No es un cuadro, es una ventana al mundo. Aquellos amigos, son todos los amigos que puedas tener alguna vez en la vida. Aquella cena fría, (a la que no han invitado a ninguna mujer, pero que seguramente la prepararon ellas, reunidas en otra estancia), en la que no falta el vino ni el aceite, está servida con muchas palabras que no se ven, como si los altavoces se hubieran apagado.
Hay mucho teatro en el movimiento de las manos. En cada gesto descubrimos una maldad, una palabra a punto de estallar. Son todos tipos rudos, que han pisado muchos caminos en un recorrido que también es el nuestro. Sentimos que hay algo que no funciona, una tensión; ninguno de los músculos permanece relajado, nadie sonríe y ese misterio se instala en la mirada de todos, así como la incertidumbre, el estado expectante; en todos menos en uno, Pedro.
No se discute sobre las claves exotéricas de una religión, es algo más mundano, es el poder, la ira, los celos, la fatiga, la sucesión. Todos sabemos que es una despedida y ellos también lo saben, conocen su culpa de hombres, las simpatías de unos y otros, el miedo. En la estructura de la obra, (cuatro grupos de tres figuras), de izquierda a derecha, se sucede el escepticismo de Bartolomé, Santiago el Menor y Andrés; la advertencia de Pedro, apartando a Judas, sobre un Juan demasiado femenino, demasiado fiel, quizá el más inteligente y el más débil, con las manos entrelazadas, el que menos actúa, escuchando avergonzado con la cabeza ladeada; la serenidad del anfitrión que ya ha dicho todo lo que tenía que decir, pero oculta la mirada; el miedo y la afectación de Mateo, Judas Tadeo y Simón; y por último Tomás y Santiago el Mayor, buscando una explicación en Felipe, que calla.
Todos hablan y todos callan, todos se conocen y ahí se abre una galería de antipatías que se refleja en los gestos de las manos que no callan, esas expresiones de complacencia, complicidad, maldad maquiavélica de los que conspiran para hacerse con el legado, un final que todos sabemos como empieza y termina, siempre un recorrido de arte y muerte, poder y guerras por parte de cada uno de los seguidores, un recorrido que se renueva en la actualidad en cada uno de los viajes del que creemos, último superviviente de esa cena, el Papa Benedicto: afable, suave, de mirada artera, de palabras a veces claras y otras ocultas, igual que sus ojos, a veces cristalinos y otros oscuros como bujías fundidas.
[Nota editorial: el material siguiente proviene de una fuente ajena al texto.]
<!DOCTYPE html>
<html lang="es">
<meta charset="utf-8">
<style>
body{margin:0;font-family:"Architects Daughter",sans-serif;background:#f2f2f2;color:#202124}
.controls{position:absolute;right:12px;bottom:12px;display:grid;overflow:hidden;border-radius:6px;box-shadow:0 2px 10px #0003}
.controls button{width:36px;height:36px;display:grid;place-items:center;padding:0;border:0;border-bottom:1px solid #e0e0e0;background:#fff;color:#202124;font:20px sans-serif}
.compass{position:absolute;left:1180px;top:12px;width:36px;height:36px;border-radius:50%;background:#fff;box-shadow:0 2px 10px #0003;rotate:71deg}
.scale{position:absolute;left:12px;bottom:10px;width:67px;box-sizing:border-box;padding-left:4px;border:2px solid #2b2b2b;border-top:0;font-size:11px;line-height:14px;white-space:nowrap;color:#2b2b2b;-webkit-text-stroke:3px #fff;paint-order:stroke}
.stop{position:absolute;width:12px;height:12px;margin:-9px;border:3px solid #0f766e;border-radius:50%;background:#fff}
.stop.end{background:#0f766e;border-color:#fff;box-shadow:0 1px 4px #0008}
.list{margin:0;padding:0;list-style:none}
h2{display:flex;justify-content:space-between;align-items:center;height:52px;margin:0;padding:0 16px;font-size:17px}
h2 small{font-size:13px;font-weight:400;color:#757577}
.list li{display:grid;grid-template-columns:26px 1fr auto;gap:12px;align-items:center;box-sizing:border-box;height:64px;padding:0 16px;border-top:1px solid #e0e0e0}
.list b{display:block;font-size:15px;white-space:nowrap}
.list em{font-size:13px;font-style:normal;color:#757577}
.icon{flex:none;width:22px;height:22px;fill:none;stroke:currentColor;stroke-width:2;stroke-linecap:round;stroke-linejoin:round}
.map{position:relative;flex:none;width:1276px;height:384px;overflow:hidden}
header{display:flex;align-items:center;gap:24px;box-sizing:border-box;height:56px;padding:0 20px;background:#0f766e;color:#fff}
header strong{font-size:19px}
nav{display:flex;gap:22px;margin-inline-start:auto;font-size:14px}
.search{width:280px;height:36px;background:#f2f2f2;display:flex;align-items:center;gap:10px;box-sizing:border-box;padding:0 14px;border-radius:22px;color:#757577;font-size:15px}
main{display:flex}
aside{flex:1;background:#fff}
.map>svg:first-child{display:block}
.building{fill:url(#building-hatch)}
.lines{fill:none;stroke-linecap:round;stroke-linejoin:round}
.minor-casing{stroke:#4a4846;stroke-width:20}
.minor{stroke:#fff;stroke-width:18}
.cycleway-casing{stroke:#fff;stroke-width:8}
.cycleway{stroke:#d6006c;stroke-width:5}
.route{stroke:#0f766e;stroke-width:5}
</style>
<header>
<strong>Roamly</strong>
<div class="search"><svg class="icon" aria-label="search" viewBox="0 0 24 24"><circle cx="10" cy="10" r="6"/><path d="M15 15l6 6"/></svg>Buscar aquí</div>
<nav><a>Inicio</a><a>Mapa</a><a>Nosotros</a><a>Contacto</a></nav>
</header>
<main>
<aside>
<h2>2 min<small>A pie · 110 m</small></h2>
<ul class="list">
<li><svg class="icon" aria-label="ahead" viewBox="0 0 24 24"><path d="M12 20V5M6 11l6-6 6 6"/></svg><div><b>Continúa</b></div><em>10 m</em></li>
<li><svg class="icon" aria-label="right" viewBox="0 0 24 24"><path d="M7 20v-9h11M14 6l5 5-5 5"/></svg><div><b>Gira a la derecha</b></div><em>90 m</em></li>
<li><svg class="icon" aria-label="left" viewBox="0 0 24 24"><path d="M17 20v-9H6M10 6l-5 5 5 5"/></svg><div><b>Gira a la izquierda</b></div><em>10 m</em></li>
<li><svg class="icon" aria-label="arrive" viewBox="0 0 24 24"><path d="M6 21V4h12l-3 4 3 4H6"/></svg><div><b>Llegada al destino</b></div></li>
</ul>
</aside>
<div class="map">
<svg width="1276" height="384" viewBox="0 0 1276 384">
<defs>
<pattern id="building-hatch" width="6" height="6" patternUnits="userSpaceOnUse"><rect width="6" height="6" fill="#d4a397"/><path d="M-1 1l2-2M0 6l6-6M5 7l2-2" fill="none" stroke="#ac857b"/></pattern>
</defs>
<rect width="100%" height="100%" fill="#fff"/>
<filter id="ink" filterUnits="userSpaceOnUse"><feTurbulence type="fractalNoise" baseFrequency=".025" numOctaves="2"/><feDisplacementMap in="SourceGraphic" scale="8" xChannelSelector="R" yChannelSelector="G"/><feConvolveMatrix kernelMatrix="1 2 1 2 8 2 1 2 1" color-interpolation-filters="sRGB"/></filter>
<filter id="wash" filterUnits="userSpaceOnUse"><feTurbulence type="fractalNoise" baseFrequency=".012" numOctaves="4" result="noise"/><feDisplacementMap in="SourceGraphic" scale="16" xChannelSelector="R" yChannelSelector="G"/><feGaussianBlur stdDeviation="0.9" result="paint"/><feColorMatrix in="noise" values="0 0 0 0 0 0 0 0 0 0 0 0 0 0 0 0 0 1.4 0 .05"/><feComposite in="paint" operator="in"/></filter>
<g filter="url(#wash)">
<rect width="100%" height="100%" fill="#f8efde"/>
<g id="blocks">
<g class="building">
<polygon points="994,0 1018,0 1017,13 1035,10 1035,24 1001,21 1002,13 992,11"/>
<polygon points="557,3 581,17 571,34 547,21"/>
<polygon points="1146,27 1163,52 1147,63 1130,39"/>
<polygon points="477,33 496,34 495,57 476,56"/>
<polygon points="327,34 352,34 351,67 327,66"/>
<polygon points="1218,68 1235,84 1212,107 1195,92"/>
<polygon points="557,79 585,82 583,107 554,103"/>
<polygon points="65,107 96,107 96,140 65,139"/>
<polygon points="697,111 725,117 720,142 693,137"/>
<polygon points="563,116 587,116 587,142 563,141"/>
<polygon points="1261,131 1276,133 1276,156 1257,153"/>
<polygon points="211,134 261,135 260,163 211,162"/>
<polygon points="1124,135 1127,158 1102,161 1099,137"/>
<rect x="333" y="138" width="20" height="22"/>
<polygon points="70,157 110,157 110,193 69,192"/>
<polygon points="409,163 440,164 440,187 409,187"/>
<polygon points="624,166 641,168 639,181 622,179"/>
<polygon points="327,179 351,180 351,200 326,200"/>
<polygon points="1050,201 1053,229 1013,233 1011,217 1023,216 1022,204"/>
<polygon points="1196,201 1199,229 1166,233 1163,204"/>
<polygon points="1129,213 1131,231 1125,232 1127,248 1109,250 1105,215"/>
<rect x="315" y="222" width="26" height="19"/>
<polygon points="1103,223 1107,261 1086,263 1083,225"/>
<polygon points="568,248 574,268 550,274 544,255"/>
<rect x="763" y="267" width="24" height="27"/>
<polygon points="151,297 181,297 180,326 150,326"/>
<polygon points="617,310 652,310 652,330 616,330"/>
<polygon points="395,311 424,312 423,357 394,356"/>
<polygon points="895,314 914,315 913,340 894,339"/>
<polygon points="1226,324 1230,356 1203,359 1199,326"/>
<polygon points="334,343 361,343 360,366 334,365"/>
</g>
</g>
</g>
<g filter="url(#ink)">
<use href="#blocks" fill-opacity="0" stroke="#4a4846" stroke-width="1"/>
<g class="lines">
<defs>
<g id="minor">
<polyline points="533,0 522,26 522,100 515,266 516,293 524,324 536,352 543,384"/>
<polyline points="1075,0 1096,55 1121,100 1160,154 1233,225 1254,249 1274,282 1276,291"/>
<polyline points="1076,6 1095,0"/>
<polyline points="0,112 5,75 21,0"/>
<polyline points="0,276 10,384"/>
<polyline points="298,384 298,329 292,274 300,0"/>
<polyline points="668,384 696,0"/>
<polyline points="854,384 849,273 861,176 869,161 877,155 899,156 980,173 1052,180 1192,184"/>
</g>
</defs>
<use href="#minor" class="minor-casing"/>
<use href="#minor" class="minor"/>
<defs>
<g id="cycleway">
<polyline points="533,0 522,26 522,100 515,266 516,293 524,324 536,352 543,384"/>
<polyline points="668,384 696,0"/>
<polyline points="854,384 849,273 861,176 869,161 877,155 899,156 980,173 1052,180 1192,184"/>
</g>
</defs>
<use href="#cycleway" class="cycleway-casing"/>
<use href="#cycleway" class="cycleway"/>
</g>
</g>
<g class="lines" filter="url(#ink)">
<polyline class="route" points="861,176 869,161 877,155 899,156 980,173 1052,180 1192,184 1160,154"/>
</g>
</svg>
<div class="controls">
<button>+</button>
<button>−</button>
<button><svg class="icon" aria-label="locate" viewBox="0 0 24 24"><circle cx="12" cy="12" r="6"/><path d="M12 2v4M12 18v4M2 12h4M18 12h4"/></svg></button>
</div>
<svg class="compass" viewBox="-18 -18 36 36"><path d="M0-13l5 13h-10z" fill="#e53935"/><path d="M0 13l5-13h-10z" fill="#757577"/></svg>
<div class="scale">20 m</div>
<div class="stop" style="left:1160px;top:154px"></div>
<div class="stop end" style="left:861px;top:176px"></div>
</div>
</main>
El último superviviente de esa cena, sabe que a pesar de no contener grandes manjares, la digestión, no se termina nunca.
Nunca se termina de heredar aquel legado, porque siempre hay alguien que aporta, como Pedro, un gesto más ceñudo, unas entrañas más fieras, que presagian una interpretación de la Ley, en la que alguien morirá, sufrirá humillación, buscará un perdón que nadie otorga. En esa ventana, ninguno de aquellos fundadores es inocente. El cinismo impregna el alma del cuadro y ahora sabemos que ninguno, igual que ninguno de sus sucesores estériles, dejará supervivientes de santo grial que es como la extinción de una raza. El anfitrión, entonces igual que ahora, con la mirada vencida, ya se había resignado.
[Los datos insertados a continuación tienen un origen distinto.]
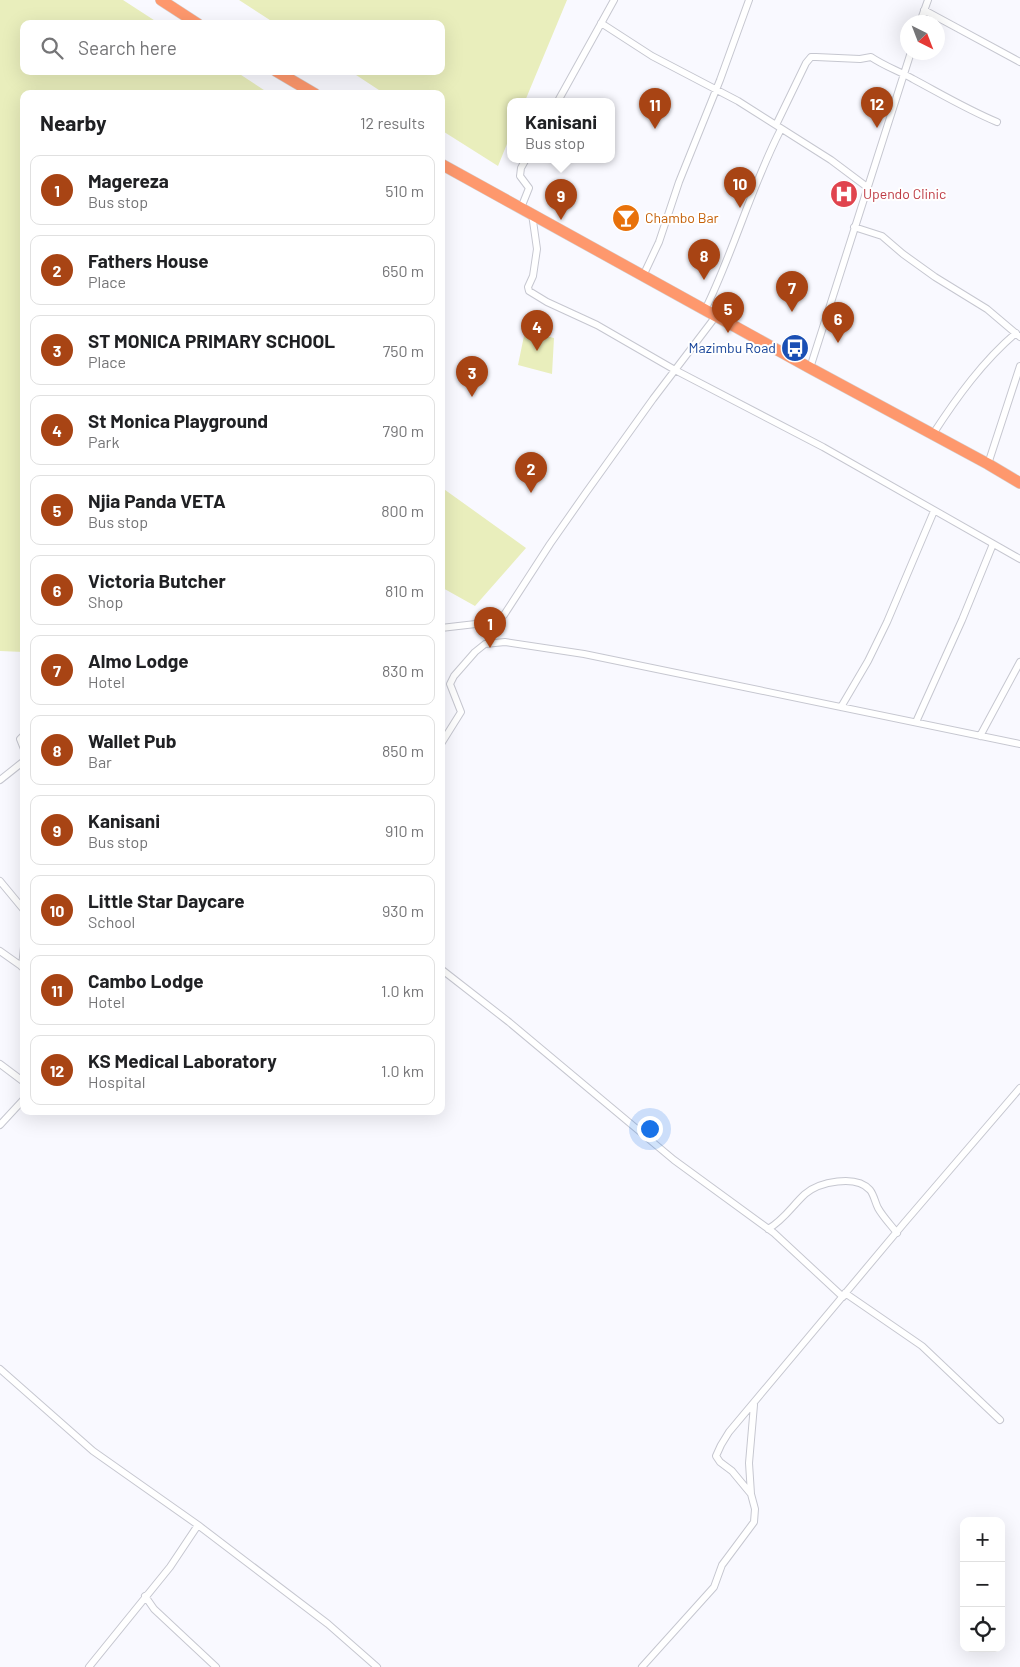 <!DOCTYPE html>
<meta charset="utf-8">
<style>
:root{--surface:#fff;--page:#f2f2f2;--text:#202124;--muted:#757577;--line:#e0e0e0;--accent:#a84414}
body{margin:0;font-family:Barlow,sans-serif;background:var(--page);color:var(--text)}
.controls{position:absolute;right:15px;bottom:15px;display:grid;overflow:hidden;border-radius:10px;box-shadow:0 5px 20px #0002}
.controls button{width:45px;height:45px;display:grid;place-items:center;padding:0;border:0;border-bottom:1px solid var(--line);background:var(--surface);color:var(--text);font:25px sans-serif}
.compass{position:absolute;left:900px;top:15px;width:45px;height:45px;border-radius:50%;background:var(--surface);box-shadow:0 5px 20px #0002;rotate:138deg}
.you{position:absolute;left:649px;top:1128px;width:18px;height:18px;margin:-12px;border:4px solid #fff;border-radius:50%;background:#1a73e8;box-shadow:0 0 0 8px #1a73e833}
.badge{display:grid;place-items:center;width:32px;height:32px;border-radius:50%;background:var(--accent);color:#fff;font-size:16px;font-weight:700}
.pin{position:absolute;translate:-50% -41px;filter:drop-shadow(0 1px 2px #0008)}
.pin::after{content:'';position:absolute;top:26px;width:18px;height:15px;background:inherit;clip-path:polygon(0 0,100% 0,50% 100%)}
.popup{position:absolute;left:507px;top:98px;width:108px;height:65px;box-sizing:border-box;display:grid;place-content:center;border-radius:10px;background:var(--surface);filter:drop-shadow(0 1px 4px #0005);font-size:16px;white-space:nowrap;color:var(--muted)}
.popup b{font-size:19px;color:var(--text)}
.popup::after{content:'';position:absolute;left:50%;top:100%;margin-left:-10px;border:10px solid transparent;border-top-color:var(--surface)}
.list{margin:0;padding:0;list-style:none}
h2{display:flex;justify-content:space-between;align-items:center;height:65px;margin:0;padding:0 20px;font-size:21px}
h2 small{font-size:16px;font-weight:400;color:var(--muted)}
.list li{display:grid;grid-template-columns:32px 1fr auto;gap:15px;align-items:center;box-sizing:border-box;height:70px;margin:0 10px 10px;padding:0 10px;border:1px solid var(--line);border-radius:10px}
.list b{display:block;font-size:19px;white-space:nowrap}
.list p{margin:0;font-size:16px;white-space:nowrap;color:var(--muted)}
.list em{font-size:16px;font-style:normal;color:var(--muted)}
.icon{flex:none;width:28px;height:28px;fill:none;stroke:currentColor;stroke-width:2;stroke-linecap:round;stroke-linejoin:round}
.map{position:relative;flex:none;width:1020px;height:1667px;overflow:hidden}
.search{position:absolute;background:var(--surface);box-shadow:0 5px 20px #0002;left:20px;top:20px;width:425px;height:55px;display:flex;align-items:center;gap:12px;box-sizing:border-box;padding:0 18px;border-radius:10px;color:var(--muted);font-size:19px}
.panel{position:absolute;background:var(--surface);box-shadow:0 5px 20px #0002;left:20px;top:90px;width:425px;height:1025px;border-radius:10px}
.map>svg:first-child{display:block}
.green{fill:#e9eebc}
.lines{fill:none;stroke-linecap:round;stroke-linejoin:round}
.street-casing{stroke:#c6c7d0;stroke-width:8}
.highway-casing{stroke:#d3d3d4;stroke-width:12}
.street{stroke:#fff;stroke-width:6}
.highway{stroke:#fe986d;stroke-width:11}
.labels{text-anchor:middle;stroke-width:4;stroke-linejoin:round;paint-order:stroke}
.health-label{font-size:14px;fill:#be3a42;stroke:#fff;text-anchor:start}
.food-label{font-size:14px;fill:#c56008;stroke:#fff;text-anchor:start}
.transit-label{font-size:14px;fill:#164399;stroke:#fff;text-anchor:end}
</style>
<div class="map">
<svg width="1020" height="1667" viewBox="0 0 1020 1667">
<rect width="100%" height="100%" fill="#f9f9ff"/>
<path class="green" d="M0,0H123L160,24H24V71H235L270,94H24V652L0,651Z
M239,0H567L525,101H511V134L498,166L441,130V94H385L350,71H441V24H276Z
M525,331L554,338L552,374L518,365Z
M441,487L526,548L475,606L441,587Z"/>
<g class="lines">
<g class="street-casing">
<path id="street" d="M924,10L1020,62
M920,22L928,0
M601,23L652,56L738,101L831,160L867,187
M558,101L614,0
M776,125L806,63L811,57H816L860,59L871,57C884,66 899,71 913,79C941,94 968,110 997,122
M521,208L529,188L520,176L521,168L526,159
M532,214L537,249L533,276L528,287L529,291L547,302L597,325L675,370L823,447L1020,559
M854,227L882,236L903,254L935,277L987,309L1020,337
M643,276L659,242L679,182L720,80L749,0
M705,310C734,251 751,187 781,129
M810,368L911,52
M933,434C957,397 983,361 1016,333
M988,464L1020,366
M441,628L493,622L499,620L504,615L550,544L585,494L653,399L716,316
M841,707L868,661L887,622L934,511
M916,722L962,620L993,544
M24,735L20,739L24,749
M980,736L1020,662
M441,744L461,712L450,684L454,676L475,652L485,644L505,642L584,654L1020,744
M0,780L24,761
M0,881L24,910
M0,951L24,968
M22,967L24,947
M441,969L509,1022L674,1160L774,1233L843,1297
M0,1064L24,1082
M0,1125L24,1099
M768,1229C784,1220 792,1206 805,1194C819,1182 856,1174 870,1190C874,1195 875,1202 878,1208C883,1217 891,1225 897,1233
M845,1293L922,1346L1000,1420
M0,1369L93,1451L198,1525L328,1624L377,1667
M751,1494L749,1463L754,1405
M145,1596L154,1609L216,1667
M89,1667L170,1567L198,1525
M642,1667L714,1587L722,1565L754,1522L755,1509L751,1494L732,1471L720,1462L716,1456L721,1445L729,1432L905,1222L1020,1088"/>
</g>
<g class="highway-casing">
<path id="highway" d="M161,0L198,24
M276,71L315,94
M441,164L810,368L988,464L1020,483"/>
</g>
<use href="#street" class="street"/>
<use href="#highway" class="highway"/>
</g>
<defs>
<g id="hospital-disc" transform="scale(1.4375)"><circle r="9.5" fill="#e0444e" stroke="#fff"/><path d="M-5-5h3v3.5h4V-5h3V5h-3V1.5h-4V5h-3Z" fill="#fff"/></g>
<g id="bar-disc" transform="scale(1.4375)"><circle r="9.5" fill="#e8710a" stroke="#fff"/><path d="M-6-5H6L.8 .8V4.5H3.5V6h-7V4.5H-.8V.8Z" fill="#fff"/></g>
<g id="bus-disc" transform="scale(1.4375)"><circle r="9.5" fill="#1a4fb4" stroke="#fff"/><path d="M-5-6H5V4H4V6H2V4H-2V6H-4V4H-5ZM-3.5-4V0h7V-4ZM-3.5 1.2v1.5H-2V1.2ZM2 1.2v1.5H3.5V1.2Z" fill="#fff"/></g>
</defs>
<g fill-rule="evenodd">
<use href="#hospital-disc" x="844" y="194"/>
<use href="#bar-disc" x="626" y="218"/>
<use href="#bus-disc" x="795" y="348"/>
</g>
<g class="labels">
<g class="health-label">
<text x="863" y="199">Upendo Clinic</text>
</g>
<g class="food-label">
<text x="645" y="223">Chambo Bar</text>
</g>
<g class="transit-label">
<text x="776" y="353">Mazimbu Road</text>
</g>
</g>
</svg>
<div class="controls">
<button>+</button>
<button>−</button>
<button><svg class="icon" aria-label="locate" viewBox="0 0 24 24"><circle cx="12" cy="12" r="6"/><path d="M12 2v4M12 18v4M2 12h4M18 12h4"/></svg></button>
</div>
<svg class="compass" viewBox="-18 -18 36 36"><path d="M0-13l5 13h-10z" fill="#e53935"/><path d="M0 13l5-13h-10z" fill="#757577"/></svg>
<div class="you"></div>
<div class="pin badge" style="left:490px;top:648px">1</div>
<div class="pin badge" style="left:531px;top:493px">2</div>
<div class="pin badge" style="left:472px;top:397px">3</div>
<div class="pin badge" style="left:537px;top:351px">4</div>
<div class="pin badge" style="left:728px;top:333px">5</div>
<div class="pin badge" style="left:838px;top:343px">6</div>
<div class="pin badge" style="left:792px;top:312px">7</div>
<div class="pin badge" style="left:704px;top:280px">8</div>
<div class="pin badge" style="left:561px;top:220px">9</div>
<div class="popup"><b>Kanisani</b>Bus stop</div>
<div class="pin badge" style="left:740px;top:208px">10</div>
<div class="pin badge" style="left:655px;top:129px">11</div>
<div class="pin badge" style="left:877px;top:128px">12</div>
<div class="search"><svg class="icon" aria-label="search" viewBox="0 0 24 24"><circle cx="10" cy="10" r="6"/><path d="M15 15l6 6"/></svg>Search here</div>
<section class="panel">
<h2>Nearby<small>12 results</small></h2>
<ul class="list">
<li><span class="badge">1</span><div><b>Magereza</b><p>Bus stop</p></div><em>510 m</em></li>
<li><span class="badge">2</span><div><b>Fathers House</b><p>Place</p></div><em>650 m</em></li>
<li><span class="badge">3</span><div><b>ST MONICA PRIMARY SCHOOL</b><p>Place</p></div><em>750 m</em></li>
<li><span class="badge">4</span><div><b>St Monica Playground</b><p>Park</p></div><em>790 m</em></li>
<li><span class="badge">5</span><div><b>Njia Panda VETA</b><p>Bus stop</p></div><em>800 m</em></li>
<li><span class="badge">6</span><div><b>Victoria Butcher</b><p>Shop</p></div><em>810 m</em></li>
<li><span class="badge">7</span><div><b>Almo Lodge</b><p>Hotel</p></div><em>830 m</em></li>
<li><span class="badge">8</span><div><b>Wallet Pub</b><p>Bar</p></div><em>850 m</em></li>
<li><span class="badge">9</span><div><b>Kanisani</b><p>Bus stop</p></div><em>910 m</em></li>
<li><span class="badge">10</span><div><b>Little Star Daycare</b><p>School</p></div><em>930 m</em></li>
<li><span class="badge">11</span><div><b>Cambo Lodge</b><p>Hotel</p></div><em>1.0 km</em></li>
<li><span class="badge">12</span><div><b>KS Medical Laboratory</b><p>Hospital</p></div><em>1.0 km</em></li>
</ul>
</section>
</div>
Sentimos que hay algo que no funciona, entre las muchas cosas que no funcionan, ahora y entonces, en aquel mismo instante en el que Leonardo dio la última pincelada maestra en el muro del refectorio de Santa María, las expresiones de la última cena, comenzaron a agrietarse a descascarillarse, igual que las palabras frías de este Benedicto del siglo XV, igual que los atroces retratos papales de Francis Bacon, para ocultar tanta locura, infamia y tanta cobardía.